» **Problem requirements**:
For the data below, work out how many lines include the string "above" and report only the number.

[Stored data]
━━━━
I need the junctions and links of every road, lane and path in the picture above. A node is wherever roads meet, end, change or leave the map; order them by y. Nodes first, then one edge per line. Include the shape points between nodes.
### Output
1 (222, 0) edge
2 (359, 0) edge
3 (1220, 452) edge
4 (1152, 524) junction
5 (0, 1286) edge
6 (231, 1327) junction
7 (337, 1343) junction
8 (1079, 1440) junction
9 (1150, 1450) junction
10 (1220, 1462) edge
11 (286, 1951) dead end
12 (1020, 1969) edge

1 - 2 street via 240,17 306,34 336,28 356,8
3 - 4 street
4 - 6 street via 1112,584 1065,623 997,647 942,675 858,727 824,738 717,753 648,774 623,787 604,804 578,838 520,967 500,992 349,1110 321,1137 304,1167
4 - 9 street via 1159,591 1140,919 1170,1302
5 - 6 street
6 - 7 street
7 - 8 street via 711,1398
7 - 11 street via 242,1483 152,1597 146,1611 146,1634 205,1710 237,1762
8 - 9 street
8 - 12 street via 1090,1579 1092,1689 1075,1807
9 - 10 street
━━━━
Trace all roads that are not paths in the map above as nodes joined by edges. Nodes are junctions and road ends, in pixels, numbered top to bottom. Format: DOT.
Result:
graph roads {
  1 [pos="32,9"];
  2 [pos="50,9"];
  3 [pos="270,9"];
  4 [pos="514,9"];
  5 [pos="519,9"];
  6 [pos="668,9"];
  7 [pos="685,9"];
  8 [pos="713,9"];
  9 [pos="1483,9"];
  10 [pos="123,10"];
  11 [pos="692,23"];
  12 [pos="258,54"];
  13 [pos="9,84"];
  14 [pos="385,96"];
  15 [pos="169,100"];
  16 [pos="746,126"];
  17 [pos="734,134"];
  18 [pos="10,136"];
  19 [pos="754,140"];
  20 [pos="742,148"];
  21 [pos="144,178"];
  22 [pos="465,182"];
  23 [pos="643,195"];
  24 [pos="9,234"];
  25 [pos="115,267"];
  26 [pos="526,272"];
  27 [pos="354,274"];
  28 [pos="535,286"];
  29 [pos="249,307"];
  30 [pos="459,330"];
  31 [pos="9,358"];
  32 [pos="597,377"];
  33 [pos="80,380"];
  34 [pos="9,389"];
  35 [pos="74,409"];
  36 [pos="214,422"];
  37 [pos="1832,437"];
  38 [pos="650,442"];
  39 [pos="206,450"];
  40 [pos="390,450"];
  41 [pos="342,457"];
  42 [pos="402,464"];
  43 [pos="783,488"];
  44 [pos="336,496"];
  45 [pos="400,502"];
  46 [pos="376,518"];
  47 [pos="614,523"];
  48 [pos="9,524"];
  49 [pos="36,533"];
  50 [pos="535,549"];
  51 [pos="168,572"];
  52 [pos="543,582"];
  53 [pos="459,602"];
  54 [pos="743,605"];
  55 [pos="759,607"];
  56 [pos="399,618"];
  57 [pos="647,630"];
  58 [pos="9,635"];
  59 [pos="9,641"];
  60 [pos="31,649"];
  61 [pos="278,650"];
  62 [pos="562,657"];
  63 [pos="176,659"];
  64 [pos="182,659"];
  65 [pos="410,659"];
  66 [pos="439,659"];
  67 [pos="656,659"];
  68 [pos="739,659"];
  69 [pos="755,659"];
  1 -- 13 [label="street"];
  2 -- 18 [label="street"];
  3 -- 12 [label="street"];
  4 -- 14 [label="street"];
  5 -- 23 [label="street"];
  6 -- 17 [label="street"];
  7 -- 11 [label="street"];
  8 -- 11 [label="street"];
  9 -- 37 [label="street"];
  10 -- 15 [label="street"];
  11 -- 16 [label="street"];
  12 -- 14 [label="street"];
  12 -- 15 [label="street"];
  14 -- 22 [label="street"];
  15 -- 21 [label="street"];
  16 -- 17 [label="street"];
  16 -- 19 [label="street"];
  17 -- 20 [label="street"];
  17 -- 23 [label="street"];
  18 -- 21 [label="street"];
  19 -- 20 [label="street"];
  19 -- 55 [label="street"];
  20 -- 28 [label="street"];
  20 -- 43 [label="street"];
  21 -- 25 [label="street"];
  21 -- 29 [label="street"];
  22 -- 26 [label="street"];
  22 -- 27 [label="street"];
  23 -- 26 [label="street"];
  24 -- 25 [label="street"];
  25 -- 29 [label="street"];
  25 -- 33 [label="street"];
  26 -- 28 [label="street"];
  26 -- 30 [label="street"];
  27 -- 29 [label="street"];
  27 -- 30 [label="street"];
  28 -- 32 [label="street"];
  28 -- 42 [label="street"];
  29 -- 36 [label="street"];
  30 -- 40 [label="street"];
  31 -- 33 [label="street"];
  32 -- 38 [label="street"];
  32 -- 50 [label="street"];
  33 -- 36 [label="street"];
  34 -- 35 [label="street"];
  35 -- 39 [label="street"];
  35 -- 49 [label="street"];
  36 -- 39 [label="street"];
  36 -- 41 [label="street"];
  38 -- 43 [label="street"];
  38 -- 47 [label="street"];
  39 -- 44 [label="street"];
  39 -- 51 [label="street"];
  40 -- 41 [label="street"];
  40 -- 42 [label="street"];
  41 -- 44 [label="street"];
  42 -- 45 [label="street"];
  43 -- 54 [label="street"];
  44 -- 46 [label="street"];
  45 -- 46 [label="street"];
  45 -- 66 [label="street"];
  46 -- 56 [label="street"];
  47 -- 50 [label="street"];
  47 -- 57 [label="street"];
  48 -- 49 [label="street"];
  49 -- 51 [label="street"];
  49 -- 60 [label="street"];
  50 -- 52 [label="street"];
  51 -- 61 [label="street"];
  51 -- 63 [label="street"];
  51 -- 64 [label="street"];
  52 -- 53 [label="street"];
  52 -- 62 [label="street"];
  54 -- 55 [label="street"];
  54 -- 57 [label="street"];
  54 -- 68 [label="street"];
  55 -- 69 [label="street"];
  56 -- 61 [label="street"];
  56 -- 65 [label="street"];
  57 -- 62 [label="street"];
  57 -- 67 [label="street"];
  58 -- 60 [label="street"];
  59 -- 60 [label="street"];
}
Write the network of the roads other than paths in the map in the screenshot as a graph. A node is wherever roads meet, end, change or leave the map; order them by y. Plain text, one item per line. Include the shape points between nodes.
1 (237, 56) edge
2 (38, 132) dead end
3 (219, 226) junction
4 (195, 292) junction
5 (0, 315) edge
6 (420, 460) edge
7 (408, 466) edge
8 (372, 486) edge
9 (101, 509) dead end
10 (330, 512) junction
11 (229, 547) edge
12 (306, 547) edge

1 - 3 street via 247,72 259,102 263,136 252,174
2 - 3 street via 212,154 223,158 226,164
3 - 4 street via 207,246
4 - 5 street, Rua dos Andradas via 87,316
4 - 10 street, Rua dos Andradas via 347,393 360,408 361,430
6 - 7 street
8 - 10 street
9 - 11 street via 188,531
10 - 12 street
━━━━
» **Response**:
2